PINEHURST, N.C. - It always has been said that the U.S. Open is the most painful, grueling test in golf, and so it was again this week. For anyone who tried to watch, it was simply excruciating.
This is not a commentary on, or criticism of, Martin Kaymer's wire-to-wire dominance. Blowouts happen in sports. Full marks to anyone who can accomplish them. When Tiger Woods used to do it, no one called it boring, they considered it awe inspiring. So here's to you, Martin.
The trouble this week was that on the restored Pinehurst No. 2, there never was any real chance that Kaymer could face disaster. The new rough-less look of the venerable course was a fine idea and noble effort. It just didn't work.
Consider the pivotal moment of the tournament, Kaymer's fifth hole Saturday. He had just bogeyed after hooking his drive on No. 4, then hooked another on the very next hole. Only this time, he made eagle and never was seriously challenged. That is not supposed to happen at a U.S. Open.
Yes, we understand that the asparagus-dense rough got to be a cliche over the years. But the USGA went too far the other way. The waste areas and native vegetation didn't penalize bad tee shots. Truth be told, the only one who got in serious trouble for his driving this week was the guy behind the wheel of NBC announcer Roger Maltbie's cart, who was arrested and charged with four criminal counts for allegedly running over the foot of a state trooper.
So we are 0-for-2 in having dramatic majors this year. The Masters fizzled because Augusta National made the greens so hard and slick that everybody was reduced to playing defense. The U.S. Open was a snoozer because it never had the feel of a U.S. Open. Eleven golfers shot in the 60s Sunday, including Daniel Berger and Cody Gribble.
At least the Masters looked pretty on TV. Pinehurst No. 2 had a brown, scorched-earth look. In the end, what USGA executive director Mike Davis had praised as "rustic'' appeared just scruffy.
We get it. Davis and his association were making an admirable case for conservation. He warned that water supplies eventually will be the greatest challenge to the game of golf. The thinking was that this would be an incentive for courses all over the country to get over the "Augusta syndrome,'' to show that not everything has to be plush and pristine.
But let's face it. If you were a member of a nice, private club on Long Island, having paid a half-million dollars to join, would you want your fairways to be as crusty as Pinehurst's? If you were running a public course in Nassau or Suffolk, knowing you need to attract outings just to stay afloat, would you be confident that people who run the outings would want to hold them on a parched course? Not likely.
Something is wrong when someone says, as Phil Mickelson did Sunday, "It feels like the British Open, as brown as the fairways are, as dry as they are, as much as the ball is running.''
Who wants that? Who wants the U.S. Open to look like the British Open?

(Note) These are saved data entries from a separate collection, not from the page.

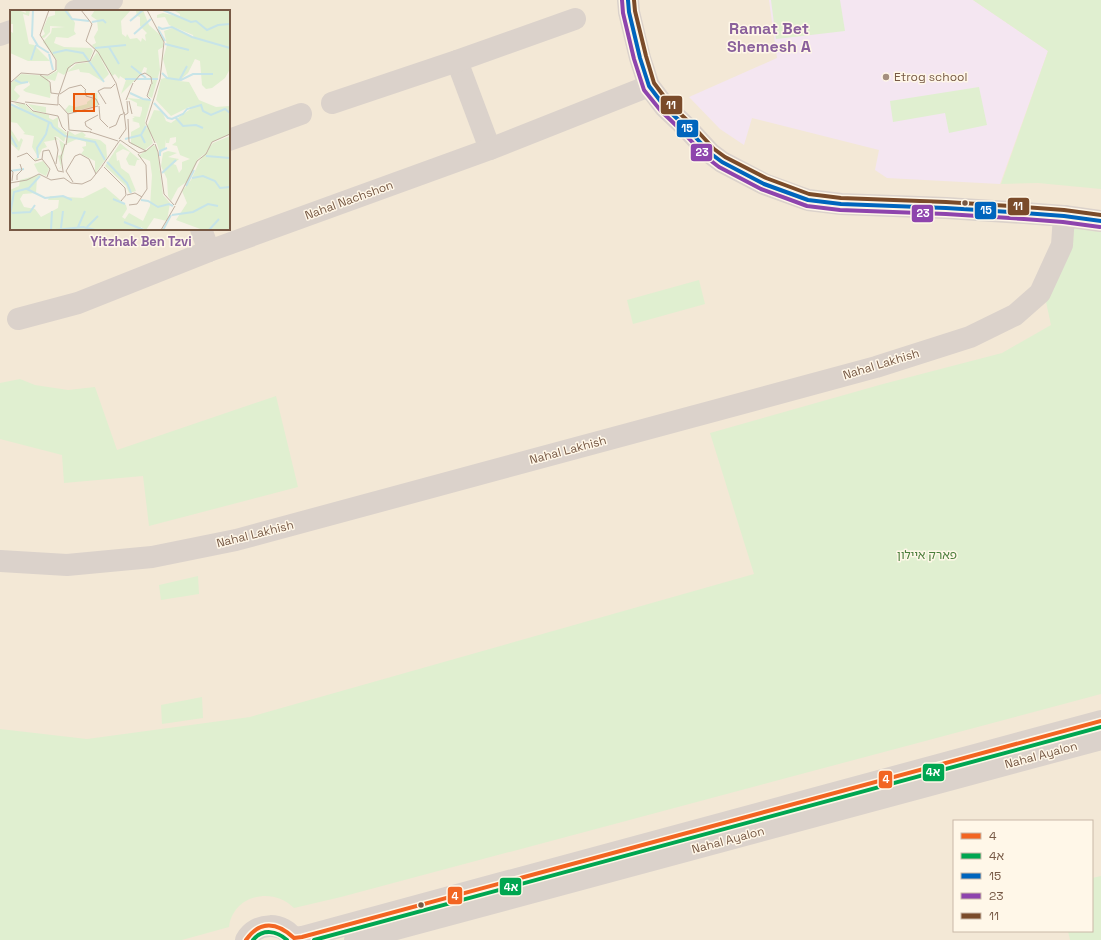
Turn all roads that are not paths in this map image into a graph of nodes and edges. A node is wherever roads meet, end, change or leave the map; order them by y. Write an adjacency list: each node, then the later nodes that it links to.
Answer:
1 (112, 0): 3 (street)
2 (628, 0): 8 (street)
3 (78, 10)
4 (575, 19): 7 (street)
5 (10, 31): 6 (street)
6 (0, 35)
7 (457, 61): 9 (street); 12 (street)
8 (648, 86): 12 (street, Nahal Nachshon); 13 (street)
9 (332, 103)
10 (301, 114): 11 (street)
11 (230, 140)
12 (490, 149): 16 (street, Nahal Nachshon)
13 (1064, 216): 14 (street); 18 (street, Nahal Lakhish)
14 (1101, 221)
15 (201, 230): 16 (street)
16 (209, 251): 17 (street, Nahal Nachshon)
17 (18, 320)
18 (0, 561)
19 (1101, 721): 21 (street, Nahal Ayalon)
20 (1101, 739): 23 (street, Nahal Ayalon)
21 (294, 939): 22 (street)
22 (246, 940)
23 (355, 940)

What a way for NBC to end its 20-year run of U.S. Open telecasts. It was poignant when Johnny Miller said: "I always believe there's a time and a season for everything. There were a lot of great moments, a lot of great memories. I've had my share.''
This week just wasn't one of them. You have to hope that, by the time the U.S. Open returns to Shinnecock Hills in 2018, the USGA renews its zest for good, healthy grass.
And you have to believe that Fox, which paid $1.1 billion for the rights to cover this huge event, wants a tougher test and better visuals. The true color of golf, after all, is green.